LO QUE MERECE LA PENA REQUIERE TIEMPO…

LO QUE MERECE LA PENA REQUIERE TIEMPO…

Quiero compartir contigo el proceso de crecimiento del bambú japonés. No hay que ser agricultor experimentado para saber que toda semilla necesita ser cuidada, abonada y regada. Cuando alguien trabaja en el campo, sabe que toda semilla que se siembra tiene un tiempo específico para crecer y dar fruto. No es un proceso que podamos alterar humanamente, al menos de la forma más saludable posible. El proceso del bambú japonés no es apto para impacientes; sin embargo, su resultado es sorprendente.
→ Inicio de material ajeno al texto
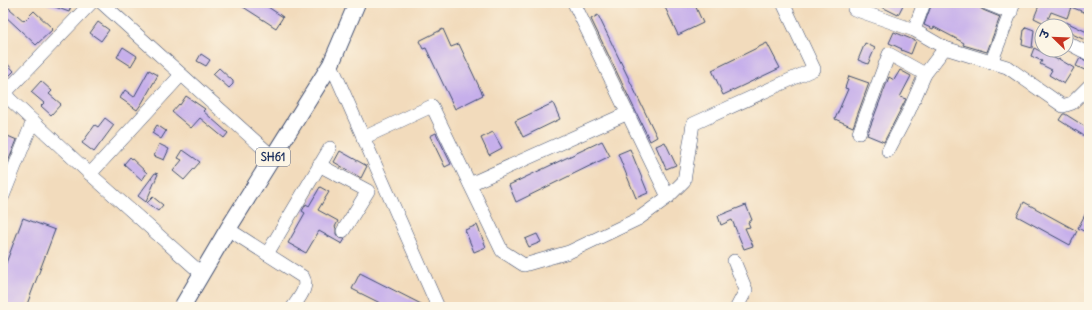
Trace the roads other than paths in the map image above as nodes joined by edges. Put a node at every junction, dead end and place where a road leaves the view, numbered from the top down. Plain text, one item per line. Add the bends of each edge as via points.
1 (91, 3) edge
2 (102, 3) edge
3 (357, 3) edge
4 (574, 3) edge
5 (783, 3) edge
6 (924, 3) edge
7 (986, 3) edge
8 (1013, 8) edge
9 (854, 9) dead end
10 (914, 30) junction
11 (1074, 46) edge
12 (945, 48) junction
13 (1089, 54) edge
14 (991, 63) junction
15 (331, 64) junction
16 (925, 74) junction
17 (182, 75) junction
18 (1089, 86) edge
19 (4, 94) edge
20 (628, 112) junction
21 (33, 121) junction
22 (859, 133) dead end
23 (363, 138) junction
24 (330, 148) dead end
25 (888, 151) dead end
26 (273, 157) junction
27 (320, 165) junction
28 (90, 174) junction
29 (470, 184) junction
30 (3, 196) edge
31 (668, 197) junction
32 (228, 229) junction
33 (343, 231) dead end
34 (267, 254) junction
35 (734, 261) dead end
36 (202, 274) junction
37 (182, 307) edge
38 (293, 307) edge
39 (438, 307) edge
40 (737, 307) edge

1 - 19 street
2 - 17 street
3 - 15 main road, SH61
4 - 20 street
5 - 31 street via 814,69 693,124 684,181
6 - 10 street
7 - 8 street
8 - 14 street
9 - 10 street
10 - 12 street
11 - 13 street
12 - 14 street
12 - 16 street
14 - 18 street via 1007,66 1063,106 1072,103
15 - 23 street
15 - 26 main road, SH61
16 - 22 street via 889,54
16 - 25 street
17 - 26 street
17 - 28 street
19 - 21 street
20 - 29 street
20 - 31 street
21 - 28 street
21 - 30 street
23 - 29 street via 432,106
23 - 39 street
24 - 27 street
26 - 32 main road, SH61
27 - 33 street via 368,191
27 - 34 street
28 - 36 street
29 - 31 street via 502,251 524,265 569,252 638,219
32 - 34 street
32 - 36 main road, SH61
34 - 38 street via 305,280 304,290
35 - 40 street via 746,290
36 - 37 main road, SH61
Los primeros siete años no hay muestra alguna de que la semilla fuera fértil ni de que algo esté pasando. Podría ser muy fácil para nosotros decir que la tierra no era la adecuada, que la siembra no valió la pena, que la semilla estaba mala y que deberíamos buscar una nueva. Sin embargo, en secreto, debajo de la tierra, hay un milagro llevándose a cabo que no es visible al ojo humano. Es, precisamente en ese séptimo año, en un periodo de solo seis semanas, que el bambú crece de manera sorprendente hasta 30 metros de altura. Quizás te preguntes: «¿Duró solamente seis semanas en crecer?» La respuesta es no. Exactamente, duró siete años y seis semanas en crecer, ya que durante todos esos años el bambú creció hacia adentro, desarrollando raíces fuertes que lograran sostener todo el peso que iba a generar la altura que alcanzaría.